Reproduce the entries that follow verbatim, down to the final line.

┌─ Input data

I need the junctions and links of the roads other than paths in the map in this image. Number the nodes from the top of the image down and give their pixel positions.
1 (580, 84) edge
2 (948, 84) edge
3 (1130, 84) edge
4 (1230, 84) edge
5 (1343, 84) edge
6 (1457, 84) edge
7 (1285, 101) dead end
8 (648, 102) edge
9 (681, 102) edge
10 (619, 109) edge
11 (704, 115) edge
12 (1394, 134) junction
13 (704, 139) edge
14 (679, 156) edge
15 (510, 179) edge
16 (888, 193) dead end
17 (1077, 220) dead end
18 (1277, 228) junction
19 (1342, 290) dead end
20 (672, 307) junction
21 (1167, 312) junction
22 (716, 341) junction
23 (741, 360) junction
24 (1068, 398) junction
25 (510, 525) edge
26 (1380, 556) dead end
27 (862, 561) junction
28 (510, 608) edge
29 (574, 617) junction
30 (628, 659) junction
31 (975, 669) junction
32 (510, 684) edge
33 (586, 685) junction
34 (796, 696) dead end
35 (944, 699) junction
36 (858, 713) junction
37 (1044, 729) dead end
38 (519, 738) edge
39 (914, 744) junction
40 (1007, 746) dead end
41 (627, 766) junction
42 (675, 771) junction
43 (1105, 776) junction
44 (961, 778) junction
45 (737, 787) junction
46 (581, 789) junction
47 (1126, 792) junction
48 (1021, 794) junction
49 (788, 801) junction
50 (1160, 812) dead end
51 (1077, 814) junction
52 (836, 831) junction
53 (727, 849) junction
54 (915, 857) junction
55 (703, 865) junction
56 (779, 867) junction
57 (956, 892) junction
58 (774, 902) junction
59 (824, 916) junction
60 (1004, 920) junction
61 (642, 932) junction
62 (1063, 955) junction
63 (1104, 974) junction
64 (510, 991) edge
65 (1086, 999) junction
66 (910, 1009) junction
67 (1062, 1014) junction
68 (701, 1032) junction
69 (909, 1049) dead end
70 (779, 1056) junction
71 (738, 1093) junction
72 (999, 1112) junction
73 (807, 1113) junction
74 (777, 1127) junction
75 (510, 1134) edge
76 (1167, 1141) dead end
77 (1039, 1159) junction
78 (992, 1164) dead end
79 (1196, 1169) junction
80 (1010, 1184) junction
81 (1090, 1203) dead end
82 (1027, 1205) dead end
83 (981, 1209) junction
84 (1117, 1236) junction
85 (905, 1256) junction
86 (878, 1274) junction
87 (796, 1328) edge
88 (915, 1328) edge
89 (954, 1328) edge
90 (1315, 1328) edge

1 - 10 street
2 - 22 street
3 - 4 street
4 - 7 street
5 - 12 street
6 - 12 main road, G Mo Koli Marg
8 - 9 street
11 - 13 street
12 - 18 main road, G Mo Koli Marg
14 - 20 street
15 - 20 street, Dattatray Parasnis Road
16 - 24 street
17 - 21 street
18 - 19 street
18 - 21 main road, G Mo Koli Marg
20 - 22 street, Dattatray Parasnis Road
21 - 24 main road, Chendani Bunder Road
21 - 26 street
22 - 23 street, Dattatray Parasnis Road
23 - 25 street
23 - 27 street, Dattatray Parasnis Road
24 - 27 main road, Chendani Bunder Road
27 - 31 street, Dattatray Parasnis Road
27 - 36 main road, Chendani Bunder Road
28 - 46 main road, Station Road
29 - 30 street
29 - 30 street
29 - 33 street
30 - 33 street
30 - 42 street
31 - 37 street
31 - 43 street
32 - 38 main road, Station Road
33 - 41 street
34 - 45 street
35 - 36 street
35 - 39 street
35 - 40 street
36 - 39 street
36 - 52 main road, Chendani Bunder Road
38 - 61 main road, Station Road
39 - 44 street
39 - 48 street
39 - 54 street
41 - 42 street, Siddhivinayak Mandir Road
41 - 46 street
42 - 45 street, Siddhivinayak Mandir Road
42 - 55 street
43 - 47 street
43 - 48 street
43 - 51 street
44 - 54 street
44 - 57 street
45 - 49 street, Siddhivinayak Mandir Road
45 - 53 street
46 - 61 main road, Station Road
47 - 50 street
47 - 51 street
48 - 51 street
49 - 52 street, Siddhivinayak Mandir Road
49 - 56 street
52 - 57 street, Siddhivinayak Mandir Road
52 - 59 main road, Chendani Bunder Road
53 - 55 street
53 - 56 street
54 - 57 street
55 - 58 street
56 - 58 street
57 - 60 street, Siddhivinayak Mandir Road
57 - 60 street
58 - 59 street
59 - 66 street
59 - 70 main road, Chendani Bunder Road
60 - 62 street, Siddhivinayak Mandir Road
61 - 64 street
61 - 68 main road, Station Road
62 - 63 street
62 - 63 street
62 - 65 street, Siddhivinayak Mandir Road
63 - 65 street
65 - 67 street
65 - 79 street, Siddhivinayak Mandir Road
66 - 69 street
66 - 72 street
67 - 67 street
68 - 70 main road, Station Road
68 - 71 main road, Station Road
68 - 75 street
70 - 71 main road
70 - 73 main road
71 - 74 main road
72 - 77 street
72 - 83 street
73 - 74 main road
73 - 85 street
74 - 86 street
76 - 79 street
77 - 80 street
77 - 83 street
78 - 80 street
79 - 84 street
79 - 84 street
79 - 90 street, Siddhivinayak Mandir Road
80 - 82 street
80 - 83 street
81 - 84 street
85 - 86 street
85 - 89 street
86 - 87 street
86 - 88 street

└─

[Task result]
I need the junctions and links of the roads other than paths in the map in this image. Number the nodes from the top of the image down and give their pixel positions.
1 (580, 84) edge
2 (948, 84) edge
3 (1130, 84) edge
4 (1230, 84) edge
5 (1343, 84) edge
6 (1457, 84) edge
7 (1285, 101) dead end
8 (648, 102) edge
9 (681, 102) edge
10 (619, 109) edge
11 (704, 115) edge
12 (1394, 134) junction
13 (704, 139) edge
14 (679, 156) edge
15 (510, 179) edge
16 (888, 193) dead end
17 (1077, 220) dead end
18 (1277, 228) junction
19 (1342, 290) dead end
20 (672, 307) junction
21 (1167, 312) junction
22 (716, 341) junction
23 (741, 360) junction
24 (1068, 398) junction
25 (510, 525) edge
26 (1380, 556) dead end
27 (862, 561) junction
28 (510, 608) edge
29 (574, 617) junction
30 (628, 659) junction
31 (975, 669) junction
32 (510, 684) edge
33 (586, 685) junction
34 (796, 696) dead end
35 (944, 699) junction
36 (858, 713) junction
37 (1044, 729) dead end
38 (519, 738) edge
39 (914, 744) junction
40 (1007, 746) dead end
41 (627, 766) junction
42 (675, 771) junction
43 (1105, 776) junction
44 (961, 778) junction
45 (737, 787) junction
46 (581, 789) junction
47 (1126, 792) junction
48 (1021, 794) junction
49 (788, 801) junction
50 (1160, 812) dead end
51 (1077, 814) junction
52 (836, 831) junction
53 (727, 849) junction
54 (915, 857) junction
55 (703, 865) junction
56 (779, 867) junction
57 (956, 892) junction
58 (774, 902) junction
59 (824, 916) junction
60 (1004, 920) junction
61 (642, 932) junction
62 (1063, 955) junction
63 (1104, 974) junction
64 (510, 991) edge
65 (1086, 999) junction
66 (910, 1009) junction
67 (1062, 1014) junction
68 (701, 1032) junction
69 (909, 1049) dead end
70 (779, 1056) junction
71 (738, 1093) junction
72 (999, 1112) junction
73 (807, 1113) junction
74 (777, 1127) junction
75 (510, 1134) edge
76 (1167, 1141) dead end
77 (1039, 1159) junction
78 (992, 1164) dead end
79 (1196, 1169) junction
80 (1010, 1184) junction
81 (1090, 1203) dead end
82 (1027, 1205) dead end
83 (981, 1209) junction
84 (1117, 1236) junction
85 (905, 1256) junction
86 (878, 1274) junction
87 (796, 1328) edge
88 (915, 1328) edge
89 (954, 1328) edge
90 (1315, 1328) edge

1 - 10 street
2 - 22 street
3 - 4 street
4 - 7 street
5 - 12 street
6 - 12 main road, G Mo Koli Marg
8 - 9 street
11 - 13 street
12 - 18 main road, G Mo Koli Marg
14 - 20 street
15 - 20 street, Dattatray Parasnis Road
16 - 24 street
17 - 21 street
18 - 19 street
18 - 21 main road, G Mo Koli Marg
20 - 22 street, Dattatray Parasnis Road
21 - 24 main road, Chendani Bunder Road
21 - 26 street
22 - 23 street, Dattatray Parasnis Road
23 - 25 street
23 - 27 street, Dattatray Parasnis Road
24 - 27 main road, Chendani Bunder Road
27 - 31 street, Dattatray Parasnis Road
27 - 36 main road, Chendani Bunder Road
28 - 46 main road, Station Road
29 - 30 street
29 - 30 street
29 - 33 street
30 - 33 street
30 - 42 street
31 - 37 street
31 - 43 street
32 - 38 main road, Station Road
33 - 41 street
34 - 45 street
35 - 36 street
35 - 39 street
35 - 40 street
36 - 39 street
36 - 52 main road, Chendani Bunder Road
38 - 61 main road, Station Road
39 - 44 street
39 - 48 street
39 - 54 street
41 - 42 street, Siddhivinayak Mandir Road
41 - 46 street
42 - 45 street, Siddhivinayak Mandir Road
42 - 55 street
43 - 47 street
43 - 48 street
43 - 51 street
44 - 54 street
44 - 57 street
45 - 49 street, Siddhivinayak Mandir Road
45 - 53 street
46 - 61 main road, Station Road
47 - 50 street
47 - 51 street
48 - 51 street
49 - 52 street, Siddhivinayak Mandir Road
49 - 56 street
52 - 57 street, Siddhivinayak Mandir Road
52 - 59 main road, Chendani Bunder Road
53 - 55 street
53 - 56 street
54 - 57 street
55 - 58 street
56 - 58 street
57 - 60 street, Siddhivinayak Mandir Road
57 - 60 street
58 - 59 street
59 - 66 street
59 - 70 main road, Chendani Bunder Road
60 - 62 street, Siddhivinayak Mandir Road
61 - 64 street
61 - 68 main road, Station Road
62 - 63 street
62 - 63 street
62 - 65 street, Siddhivinayak Mandir Road
63 - 65 street
65 - 67 street
65 - 79 street, Siddhivinayak Mandir Road
66 - 69 street
66 - 72 street
67 - 67 street
68 - 70 main road, Station Road
68 - 71 main road, Station Road
68 - 75 street
70 - 71 main road
70 - 73 main road
71 - 74 main road
72 - 77 street
72 - 83 street
73 - 74 main road
73 - 85 street
74 - 86 street
76 - 79 street
77 - 80 street
77 - 83 street
78 - 80 street
79 - 84 street
79 - 84 street
79 - 90 street, Siddhivinayak Mandir Road
80 - 82 street
80 - 83 street
81 - 84 street
85 - 86 street
85 - 89 street
86 - 87 street
86 - 88 street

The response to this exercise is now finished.